A few years ago, my mother-in-law and I had a debate about failure.  I was a new mother at the time, and she had very particular thoughts about my role in my child’s education as it relates to that topic.

She is now a retired English teacher, but at the time she was still knee-deep in papers and dealing with all the fun of High School Juniors and Seniors…and their parents.  She adamantly believes that children need to be taught how to fail – that too many parents are bailing their kids out or otherwise protecting them from the life lessons that can only be learned through being allowed to fail.  She recounted endless stories of parents who refused to “let” any sort of failing grade stand in the way of their child’s future success.

While we were relatively aligned regarding what and how kids need to learn, it took a long, and sometimes heated discussion for us to figure that out.  What I finally realized is that we were at odds on the definition of failure.  As an English teacher, her idea of failure mostly related to grades on a paper or a test, the grade for a semester and any number of very tangible events.  I have a very different definition.

Failure is the inability to learn from one’s mistakes.

We all make mistakes.  It is impossible, and completely uninteresting, to try and live a life devoid of mistakes.  Throughout our lives, it is only through mistakes that we learn and grow, pushing ourselves to be better or achieve more.

Inventors will make many mistakes in their endeavor to create something that never existed before.  If they saw every mistake as a failure, they would never be successful.  Instead, they see them as necessary learning opportunities, all moving them closer to the end result they want to achieve.

For my mother-in-law’s students, their mistakes were a result of not studying enough or not applying themselves sufficiently to get better grades.  I see that as a mistake in judgement or a bad choice, but not failure.

I have made my fair share of mistakes.  I lost a full ride to George Washington University from a culmination of mistakes – poor judgements that caught up with me at the end of my Freshman year.  Some might consider that failure.  I couldn’t see it that way, as I was not taught how to fail.  It was never “okay” in our house.  I was expected to try hard and do well.  If I made mistakes, I was expected to stand back up, dust myself off, and try again.

If for one moment I had seen my Freshman year as a failure, I would have given up.  Instead, I used it as fuel to drive myself to success.  I learned from my mistakes, completed my undergrad and graduate degrees, and built a successful career…all from a starting point of a 1.67 GPA.
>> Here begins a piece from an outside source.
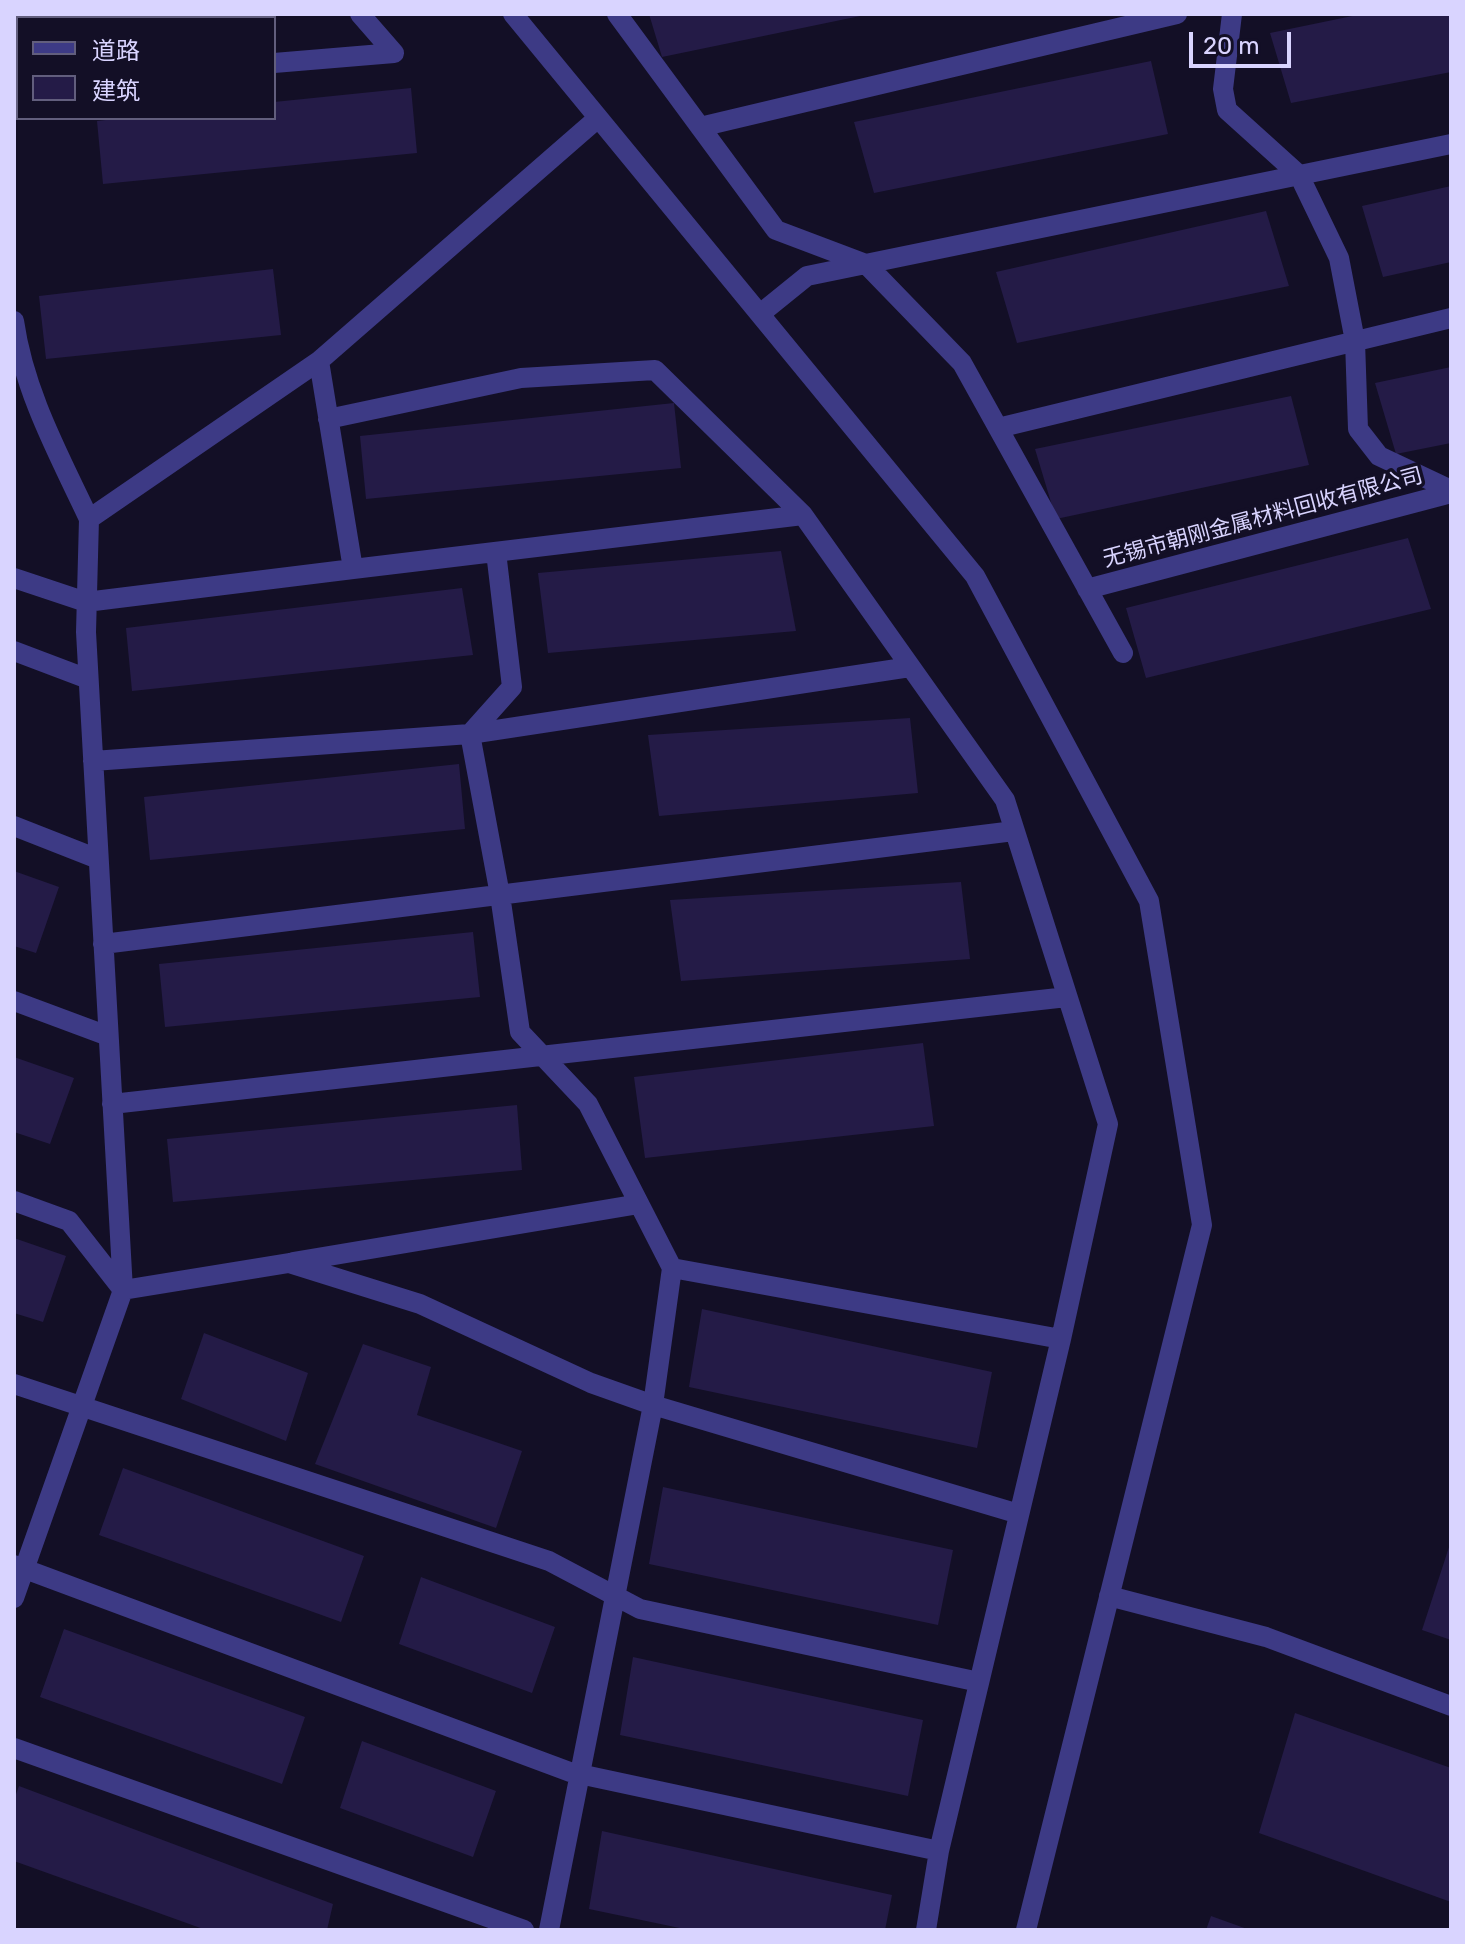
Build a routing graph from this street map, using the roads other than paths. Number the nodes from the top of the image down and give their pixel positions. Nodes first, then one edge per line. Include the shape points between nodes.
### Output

To me, failing means making the same mistake twice.  It means using a mistake as an excuse to give up and not try again.  Mistakes are the necessary price of growth and forward momentum.  As human – imperfect – beings, mistakes are inevitable.  Failure – by my definition – is not.  It is a personal choice.  One I refuse to make.
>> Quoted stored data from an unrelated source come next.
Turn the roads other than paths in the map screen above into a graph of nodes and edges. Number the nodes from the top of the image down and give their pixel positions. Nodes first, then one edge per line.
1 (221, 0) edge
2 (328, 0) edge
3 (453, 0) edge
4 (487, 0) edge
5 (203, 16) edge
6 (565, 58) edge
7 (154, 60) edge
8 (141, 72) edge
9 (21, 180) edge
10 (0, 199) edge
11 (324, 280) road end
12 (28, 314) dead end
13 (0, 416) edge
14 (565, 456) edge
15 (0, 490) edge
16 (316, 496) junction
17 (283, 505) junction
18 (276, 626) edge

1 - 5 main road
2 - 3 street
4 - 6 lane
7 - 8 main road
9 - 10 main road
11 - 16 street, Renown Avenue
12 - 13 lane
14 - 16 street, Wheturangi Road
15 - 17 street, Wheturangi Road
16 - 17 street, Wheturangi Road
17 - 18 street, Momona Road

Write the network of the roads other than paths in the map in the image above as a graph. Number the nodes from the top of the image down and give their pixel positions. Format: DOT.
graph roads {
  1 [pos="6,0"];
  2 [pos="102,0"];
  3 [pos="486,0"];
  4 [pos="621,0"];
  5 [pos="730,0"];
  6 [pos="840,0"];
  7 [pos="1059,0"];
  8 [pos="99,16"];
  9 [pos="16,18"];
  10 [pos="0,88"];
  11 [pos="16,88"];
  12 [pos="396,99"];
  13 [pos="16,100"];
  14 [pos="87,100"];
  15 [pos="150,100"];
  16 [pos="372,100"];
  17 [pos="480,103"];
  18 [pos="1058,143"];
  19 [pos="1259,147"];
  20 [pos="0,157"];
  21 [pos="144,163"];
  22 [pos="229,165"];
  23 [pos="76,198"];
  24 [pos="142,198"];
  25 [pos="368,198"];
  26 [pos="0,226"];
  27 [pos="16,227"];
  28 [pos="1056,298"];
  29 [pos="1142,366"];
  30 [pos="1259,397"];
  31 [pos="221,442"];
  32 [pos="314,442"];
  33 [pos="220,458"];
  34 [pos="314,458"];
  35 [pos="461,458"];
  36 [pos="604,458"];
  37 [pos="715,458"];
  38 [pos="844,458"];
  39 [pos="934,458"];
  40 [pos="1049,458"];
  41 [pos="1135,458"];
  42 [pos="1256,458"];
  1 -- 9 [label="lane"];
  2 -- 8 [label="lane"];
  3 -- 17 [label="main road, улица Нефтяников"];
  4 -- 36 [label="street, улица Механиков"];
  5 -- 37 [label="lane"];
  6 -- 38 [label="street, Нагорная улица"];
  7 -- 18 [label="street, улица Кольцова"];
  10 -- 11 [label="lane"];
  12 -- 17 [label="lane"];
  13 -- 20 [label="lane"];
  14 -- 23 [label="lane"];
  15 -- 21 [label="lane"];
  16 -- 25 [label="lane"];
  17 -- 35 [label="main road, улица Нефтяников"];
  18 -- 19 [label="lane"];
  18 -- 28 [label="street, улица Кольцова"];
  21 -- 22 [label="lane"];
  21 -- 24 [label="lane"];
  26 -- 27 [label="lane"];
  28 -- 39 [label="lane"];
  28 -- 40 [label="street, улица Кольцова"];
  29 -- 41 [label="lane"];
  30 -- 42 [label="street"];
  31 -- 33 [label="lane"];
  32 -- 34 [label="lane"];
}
I am adamantly opposed to the notion that I need to teach my child how to fail, as my mother-in-law quickly found out.  Instead, I am creating the same type of environment at home that I have at work for two decades.

I am a huge change advocate and am always doing my best to make things better.  I challenge my team to do the same.  There is inherent risk in change, in pushing yourself to do your best.  All of us make mistakes, but it is how those mistakes are handled that make the difference between my team being willing to take a risk or just accepting status quo, keeping their heads down.

I provide an environment where it’s safe to make mistakes and talk about them.  Tell me – I can help when things go wrong.  All I ask is that they don’t hide them because then I can’t help.  Why tell me if I’m going to see them, or their mistakes, as failure?

I have been heard to say, repeatedly “If you’re not making mistakes, you’re not trying hard enough.”  And when mistakes happen, I defend my team, placing myself between them and any potential fallout.  Why?  Because they need to know they are safe.

Every time someone on my team makes a mistake, I debrief them on what went wrong and what could have been done differently.  I don’t jump up and down.  I don’t place blame.  It’s “what happened?” and “what can we do about it?”

I guarantee they learn the lesson.  Because I provide them a safe place to learn and help create the connection between their action (or inaction) and the end result, with suggestions on alternative choices they can make to affect a different outcome in the future.  In twenty years, I’ve never had someone make the same mistake twice.

There are a lot of similarities between a child trying to grow into an adult and an adult learning and growing in their career.  I cannot and should not prevent all mistakes from happening at home or at work.

What I can do is provide an environment where my son, or my team, can stretch their ability and safely make mistakes along the way, with compassionate education to help them learn from those mistakes, and the opportunity to try again with a new approach to achieve success.  Teach them how to fail?  Never.